Le dossier est accompagné d’une analyse bureau Sureal : ses conclusions mettent en exergue que « les rénovations atteignent un meilleur résultat grâce au maintien de la grande majorité de la structure et des façades. Le fait de ne pas devoir produire et mettre en œuvre des grandes quantités de matériaux résulte en une grande économie en termes d’émission de carbone. » Les conclusions limpides de cette analyse abondent dans le sens du maintien de l’ensemble des bâtiments. Autoriser une démolition-reconstruction, même « partielle », reviendrait donc à poser un acte antiécologique intentionnel : c’est inacceptable !

Immobel doit participer à la production de logements abordables à Bruxelles

Créer un nombre conséquent de logements tout en maintenant les bâtiments existants est tout à fait possible. Encore faut-il que ces logements répondent à la demande, toujours croissante, de logements abordables. Le cabinet du secrétaire d’Etat en charge de l’urbanisme, Pascal Smet, a récemment déclaré à la presse qu’un projet de texte de loi visant à imposer un quota de logements sociaux dans les grands projets immobiliers serait bientôt soumis au gouvernement. Il n’est toutefois nul besoin d’attendre que ce texte de loi soit adopté pour demander aux promoteurs comme Immobel d’intégrer des logements abordables dans leurs projets !

Moins de parkings mais toujours beaucoup trop

Si l’on se contente de faire remarquer que le nombre d’emplacements de parking a diminué de moitié, on pourrait penser qu’Immobel a fait un bel effort, voire un « sacrifice ». Ce serait oublier que la demande initiale comportait un parking gigantesque de 385 places ! Avec ses 190 emplacements, le parking actuellement envisagé reste encore largement surdimensionné. Pour rappel, le projet Lebeau-Sablon est situé dans un quartier bien desservi en transports en commun et où on trouve de nombreuses places de parkings publics. Ces 190 places de parkings représenteraient une augmentation de 141 unités par rapport à la situation existante (49). Alors que la Ville de Bruxelles vient de mettre en œuvre un nouveau plan de circulation dans le Pentagone visant à diminuer le trafic automobile, augmenter l’offre de stationnement (qui agit comme « aspirateur de trafic ») serait un total non-sens !

Tour et touristes

La volonté d’Immobel de démolir les bâtiments le long de la rue Lebeau s’explique aussi par la présence dans son projet d’un hôtel de 150 chambres, qui prendrait la forme d’une « petite tour » au niveau de la place de la Justice. Un si grand hôtel ne se justifie pas, sauf si l’on veut encourager le surtourisme et prendre la voie de villes comme Amsterdam ou Barcelone, qui regrettent aujourd’hui amèrement leurs choix et qui tentent tant bien que mal d’en limiter les nuisances. Le risque pour Bruxelles est bien réel, en particulier si la Ville et la Région encouragent la multiplication des projets hôteliers. En prenant uniquement en compte les projets actuels d’Immobel dans le centre-ville, on pourrait voir pas moins de 618 chambres d’hôtel arriver « d’un coup » sur le marché. Pour donner un ordre de grandeur, la « production » annuelle moyenne de chambres d’hôtel, sur l’ensemble de la Région, était de moins de 150 unités entre 2011 et 2019 …

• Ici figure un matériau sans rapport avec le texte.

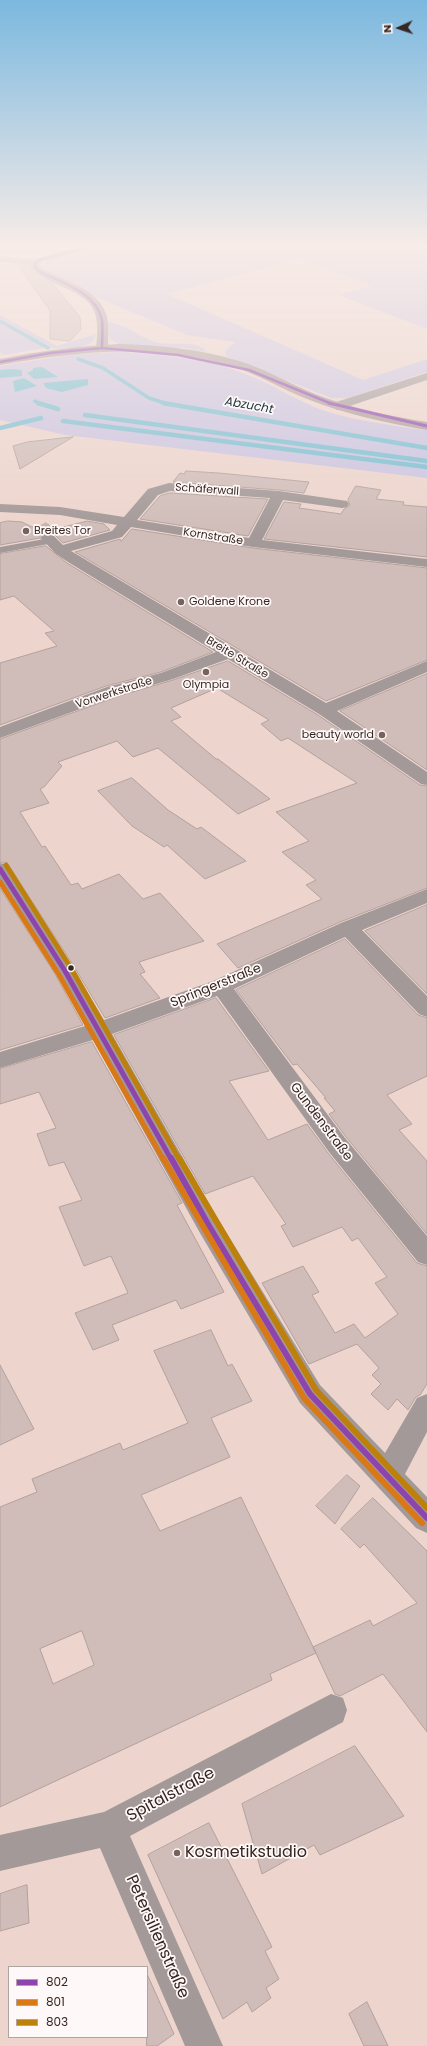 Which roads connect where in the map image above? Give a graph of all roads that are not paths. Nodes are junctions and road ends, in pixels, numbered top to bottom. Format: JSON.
{"nodes":[{"id":1,"x":102,"y":343,"type":"edge"},
{"id":2,"x":102,"y":348,"type":"junction"},
{"id":3,"x":0,"y":362,"type":"edge"},
{"id":4,"x":427,"y":376,"type":"edge"},
{"id":5,"x":337,"y":406,"type":"junction"},
{"id":6,"x":427,"y":426,"type":"edge"},
{"id":7,"x":279,"y":495,"type":"junction"},
{"id":8,"x":342,"y":504,"type":"dead end"},
{"id":9,"x":0,"y":508,"type":"edge"},
{"id":10,"x":0,"y":515,"type":"edge"},
{"id":11,"x":36,"y":522,"type":"tunnel mouth"},
{"id":12,"x":126,"y":522,"type":"junction"},
{"id":13,"x":52,"y":543,"type":"junction"},
{"id":14,"x":253,"y":543,"type":"junction"},
{"id":15,"x":0,"y":550,"type":"edge"},
{"id":16,"x":427,"y":563,"type":"edge"},
{"id":17,"x":228,"y":652,"type":"junction"},
{"id":18,"x":427,"y":666,"type":"edge"},
{"id":19,"x":325,"y":710,"type":"junction"},
{"id":20,"x":0,"y":733,"type":"edge"},
{"id":21,"x":427,"y":780,"type":"edge"},
{"id":22,"x":0,"y":869,"type":"edge"},
{"id":23,"x":427,"y":896,"type":"edge"},
{"id":24,"x":348,"y":928,"type":"junction"},
{"id":25,"x":221,"y":986,"type":"junction"},
{"id":26,"x":427,"y":1009,"type":"edge"},
{"id":27,"x":98,"y":1030,"type":"junction"},
{"id":28,"x":0,"y":1060,"type":"edge"},
{"id":29,"x":427,"y":1254,"type":"edge"},
{"id":30,"x":427,"y":1407,"type":"edge"},
{"id":31,"x":389,"y":1475,"type":"junction"},
{"id":32,"x":427,"y":1518,"type":"edge"},
{"id":33,"x":331,"y":1710,"type":"dead end"},
{"id":34,"x":109,"y":1828,"type":"junction"},
{"id":35,"x":0,"y":1853,"type":"edge"},
{"id":36,"x":204,"y":2046,"type":"edge"}],
"edges":[{"from":1,"to":2,"type":"street"},
{"from":2,"to":3,"type":"main road"},
{"from":2,"to":5,"type":"main road"},
{"from":4,"to":5,"type":"street"},
{"from":5,"to":6,"type":"main road"},
{"from":7,"to":8,"type":"street","name":"Schäferwall"},
{"from":7,"to":12,"type":"street","name":"Schäferwall"},
{"from":7,"to":14,"type":"street"},
{"from":9,"to":12,"type":"street","name":"Kornstraße"},
{"from":10,"to":11,"type":"street"},
{"from":12,"to":13,"type":"street","name":"Schäferwall"},
{"from":12,"to":14,"type":"street","name":"Kornstraße"},
{"from":13,"to":15,"type":"street"},
{"from":13,"to":17,"type":"street","name":"Breite Straße"},
{"from":14,"to":16,"type":"street","name":"Kornstraße"},
{"from":17,"to":19,"type":"street","name":"Breite Straße"},
{"from":17,"to":20,"type":"street","name":"Vorwerkstraße"},
{"from":18,"to":19,"type":"street"},
{"from":19,"to":21,"type":"street","name":"Breite Straße"},
{"from":22,"to":27,"type":"street"},
{"from":23,"to":24,"type":"street","name":"Springerstraße"},
{"from":24,"to":25,"type":"street","name":"Springerstraße"},
{"from":24,"to":26,"type":"street"},
{"from":25,"to":27,"type":"street","name":"Springerstraße"},
{"from":25,"to":29,"type":"street","name":"Gundenstraße"},
{"from":27,"to":28,"type":"street","name":"Springerstraße"},
{"from":27,"to":31,"type":"street"},
{"from":30,"to":31,"type":"street"},
{"from":31,"to":32,"type":"street"},
{"from":33,"to":34,"type":"street","name":"Spitalstraße"},
{"from":34,"to":35,"type":"street","name":"Spitalstraße"},
{"from":34,"to":36,"type":"street","name":"Petersilienstraße"}]} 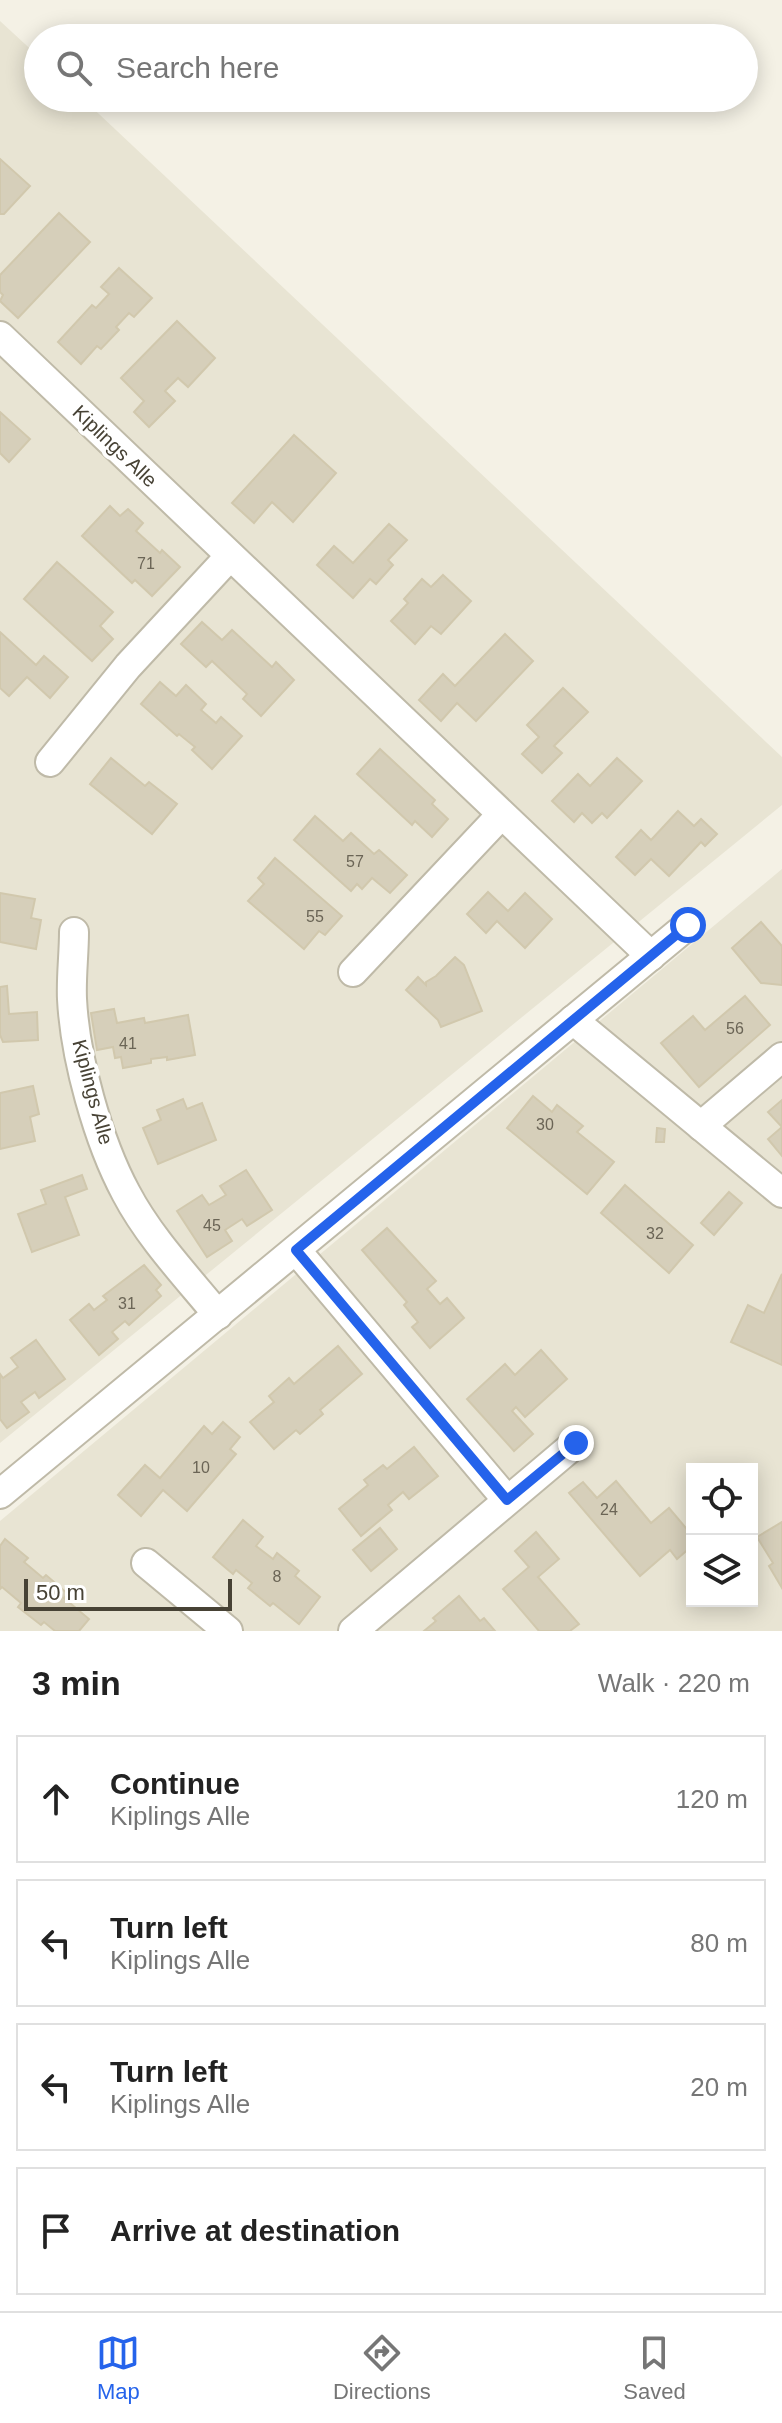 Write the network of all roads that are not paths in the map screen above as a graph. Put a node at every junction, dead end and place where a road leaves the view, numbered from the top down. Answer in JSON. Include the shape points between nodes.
{"nodes":[{"id":1,"x":0,"y":336,"type":"edge"},
{"id":2,"x":230,"y":556,"type":"junction"},
{"id":3,"x":50,"y":762,"type":"dead end"},
{"id":4,"x":501,"y":815,"type":"junction"},
{"id":5,"x":688,"y":925,"type":"dead end"},
{"id":6,"x":74,"y":932,"type":"dead end"},
{"id":7,"x":651,"y":956,"type":"junction"},
{"id":8,"x":353,"y":972,"type":"dead end"},
{"id":9,"x":573,"y":1020,"type":"junction"},
{"id":10,"x":782,"y":1057,"type":"edge"},
{"id":11,"x":701,"y":1126,"type":"junction"},
{"id":12,"x":782,"y":1193,"type":"edge"},
{"id":13,"x":296,"y":1250,"type":"junction"},
{"id":14,"x":218,"y":1315,"type":"junction"},
{"id":15,"x":576,"y":1443,"type":"dead end"},
{"id":16,"x":3,"y":1487,"type":"edge"},
{"id":17,"x":507,"y":1500,"type":"junction"},
{"id":18,"x":146,"y":1563,"type":"dead end"},
{"id":19,"x":228,"y":1631,"type":"edge"},
{"id":20,"x":353,"y":1631,"type":"edge"}],
"edges":[{"from":1,"to":2,"type":"street","name":"Kiplings Alle"},
{"from":2,"to":3,"type":"street","via":[[128,666]]},
{"from":2,"to":4,"type":"street","name":"Kiplings Alle"},
{"from":4,"to":7,"type":"street","name":"Kiplings Alle"},
{"from":4,"to":8,"type":"street"},
{"from":5,"to":7,"type":"street"},
{"from":6,"to":14,"type":"street","name":"Kiplings Alle","via":[[72,1000],[100,1132],[126,1193]]},
{"from":7,"to":9,"type":"street"},
{"from":9,"to":11,"type":"street"},
{"from":9,"to":13,"type":"street"},
{"from":10,"to":11,"type":"street"},
{"from":11,"to":12,"type":"street"},
{"from":13,"to":14,"type":"street"},
{"from":13,"to":17,"type":"street"},
{"from":14,"to":16,"type":"street"},
{"from":15,"to":17,"type":"street"},
{"from":17,"to":20,"type":"street"},
{"from":18,"to":19,"type":"street"}]}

Conclusion : maintenir les bâtiments et y créer des logements abordables

Il faut le dire clairement, le projet Lebeau-Sablon s’inscrit dans le déni des enjeux actuels, pourtant renforcés par la crise énergétique  qui devrait pousser la promotion immobilière à plus de sobriété. Même si Immobel a « revu et corrigé » sa copie, elle est toujours loin d’être satisfaisante : les améliorations apportées entre la 1ère et la 2e version du projet se sont arrêtées à mi-chemin.

Il appartient donc à la Région de signifier clairement (et de façon publique !) à Immobel que la 2e version du projet Lebeau-Sablon ne répond pas aux politiques écologiques et sociales qu’elle s’est engagée à suivre. Elle doit par conséquent refuser la demande de permis et inviter le promoteur à soumettre une version conforme aux objectifs qu’elle a elle-même fixés.